Displacement: Visual Artist Veit Stratmann
Paris-based artist Veit Stratmann, who presented the work title L'Aquila at The Project Room in 2012, has made a practice of researching and writing about places of massive upheaval and its impact on the people who have lived there. After the recent terrorist attacks in Paris which took place near his home, we had a conversation about the connections between this event and his work, and what motivates him to be an artist, especially during difficult times.
Notes from the artist: The picture below were taken in early December 2015 during a visit to Addis-Ababa. I was invited there as an echo to the L'Aquila project as there are parallels in the progressive dissolution of the city, namely the clearing out a 700 acre wide neighborhood along the Bantyketu River in the absolute center of the city. This historical and socially crucial neighborhood was evacuated, bulldozed and then fenced in. Nothing happened since. Former inhabitants described the neighborhood to me as a place of high social coherence, mutual support and solidarity. But I heard that it had a high crime rate as well. This crime rate was often given as the reason for the destruction of the neighborhood. But most of the former inhabitants firmly believe the that the real reason was that the authorities considered their neighborhood as too ugly to be looked at from the national Palace, situated in the immediate vicinity.
After the destruction of the neighborhood and its fencing off, the inhabitants who could afford it were relocated in condominiums outside the city limits. Those who couldn't pay simply became homeless, living in the streets. Naturally, in the process, the social coherence and the dense network of solidarity of the former neighborhood disappeared.
About Veit:
Born in Bochum (Germany), Veit Stratmann lives in Paris. From 1981 to 1986 Stratmann studied fine arts at the Ecole Supérieur des Arts Décoratifs de Strasbourg, France and the Staatliche Akademie der Bildenen Künste in Düsseldorf, Germany as well as History and Political Sciences at the Albert Ludwigs Universität in Freiburg, Germany. Veit has exhibited widely and internationally.
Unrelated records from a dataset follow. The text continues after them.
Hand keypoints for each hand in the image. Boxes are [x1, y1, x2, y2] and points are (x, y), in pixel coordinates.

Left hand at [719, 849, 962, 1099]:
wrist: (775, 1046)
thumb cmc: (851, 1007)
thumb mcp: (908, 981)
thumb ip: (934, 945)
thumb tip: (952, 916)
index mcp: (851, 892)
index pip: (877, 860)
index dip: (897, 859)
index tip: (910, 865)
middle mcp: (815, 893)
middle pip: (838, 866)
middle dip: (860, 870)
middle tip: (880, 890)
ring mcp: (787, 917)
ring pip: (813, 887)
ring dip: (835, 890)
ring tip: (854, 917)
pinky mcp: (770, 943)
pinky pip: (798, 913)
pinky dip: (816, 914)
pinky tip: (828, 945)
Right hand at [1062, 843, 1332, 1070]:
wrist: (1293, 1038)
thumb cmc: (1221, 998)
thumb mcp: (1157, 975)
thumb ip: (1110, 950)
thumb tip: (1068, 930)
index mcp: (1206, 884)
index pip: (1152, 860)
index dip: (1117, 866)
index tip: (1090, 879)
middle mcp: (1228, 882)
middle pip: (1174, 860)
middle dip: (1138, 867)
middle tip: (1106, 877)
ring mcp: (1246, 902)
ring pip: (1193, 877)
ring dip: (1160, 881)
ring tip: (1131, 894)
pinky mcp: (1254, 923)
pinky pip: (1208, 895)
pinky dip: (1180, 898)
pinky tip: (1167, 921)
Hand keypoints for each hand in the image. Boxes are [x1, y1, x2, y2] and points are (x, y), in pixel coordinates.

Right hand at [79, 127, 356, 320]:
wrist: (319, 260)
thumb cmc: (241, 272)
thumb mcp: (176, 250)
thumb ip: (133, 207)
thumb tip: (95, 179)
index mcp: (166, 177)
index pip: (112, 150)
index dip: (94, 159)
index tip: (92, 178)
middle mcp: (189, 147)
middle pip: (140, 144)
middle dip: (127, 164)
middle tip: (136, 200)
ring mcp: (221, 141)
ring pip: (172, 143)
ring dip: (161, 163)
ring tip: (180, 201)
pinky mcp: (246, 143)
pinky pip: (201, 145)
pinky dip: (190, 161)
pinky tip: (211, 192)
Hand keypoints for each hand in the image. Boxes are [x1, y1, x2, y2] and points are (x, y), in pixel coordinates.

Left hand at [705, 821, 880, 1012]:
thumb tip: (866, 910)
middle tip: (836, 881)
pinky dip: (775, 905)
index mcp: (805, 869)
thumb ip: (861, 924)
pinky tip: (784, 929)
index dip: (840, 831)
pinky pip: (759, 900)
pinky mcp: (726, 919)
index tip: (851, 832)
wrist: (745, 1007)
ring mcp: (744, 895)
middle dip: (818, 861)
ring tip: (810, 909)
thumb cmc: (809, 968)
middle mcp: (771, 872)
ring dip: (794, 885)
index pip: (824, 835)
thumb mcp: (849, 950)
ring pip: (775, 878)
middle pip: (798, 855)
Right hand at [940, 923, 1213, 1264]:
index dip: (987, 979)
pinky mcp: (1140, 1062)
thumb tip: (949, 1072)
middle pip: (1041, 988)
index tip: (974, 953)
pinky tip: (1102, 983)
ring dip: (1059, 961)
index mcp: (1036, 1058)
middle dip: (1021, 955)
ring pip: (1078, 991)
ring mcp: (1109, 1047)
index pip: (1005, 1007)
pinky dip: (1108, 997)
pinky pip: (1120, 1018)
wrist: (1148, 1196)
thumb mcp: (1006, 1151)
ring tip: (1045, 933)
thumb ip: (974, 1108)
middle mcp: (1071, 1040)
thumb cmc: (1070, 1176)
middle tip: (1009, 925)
At the Museum Folkwang in Essen, Fondation Serralves in Porto, Musée d’Art Contemporain du Val de Marne MAC/VAL, Vitry sur Seine (France) , Sox in Berlin, Le Centre d’Art et de Diffusion Clark in Montréal, CAPC-Musée à Bordeaux, The Project Art Centre in Dublin, The Taedok Science Town in Taejon (South Korea), LiveInYourHead-Institut Curatorial de la Haute Ecole d’Art et de Design, Geneve, L’Institut d’Art Comtemprain in Villeurbanne, The Anderson Gallery at the Virginia Commenwealth University in Richmond, Virginia, The Nevada State Museum of Art, Reno, Nevada, La Fondation Miro in Barcelone, Le Musée d’Art Moderne de la Ville de Paris, le Saarlandmuseum à Saarbrücken and Galerie Chez Valentin in Paris and more recently at the Suyama Space in Seattle. Stratmann has given multiple lectures and participated in various symposiums in Europe, North and South America and Africa. The “imposible tasks” surfaced in the media of many countries, as proposals in the form of lectures, press articles and web sites. The developpement of the newest of those projects just started in Addis Abeba.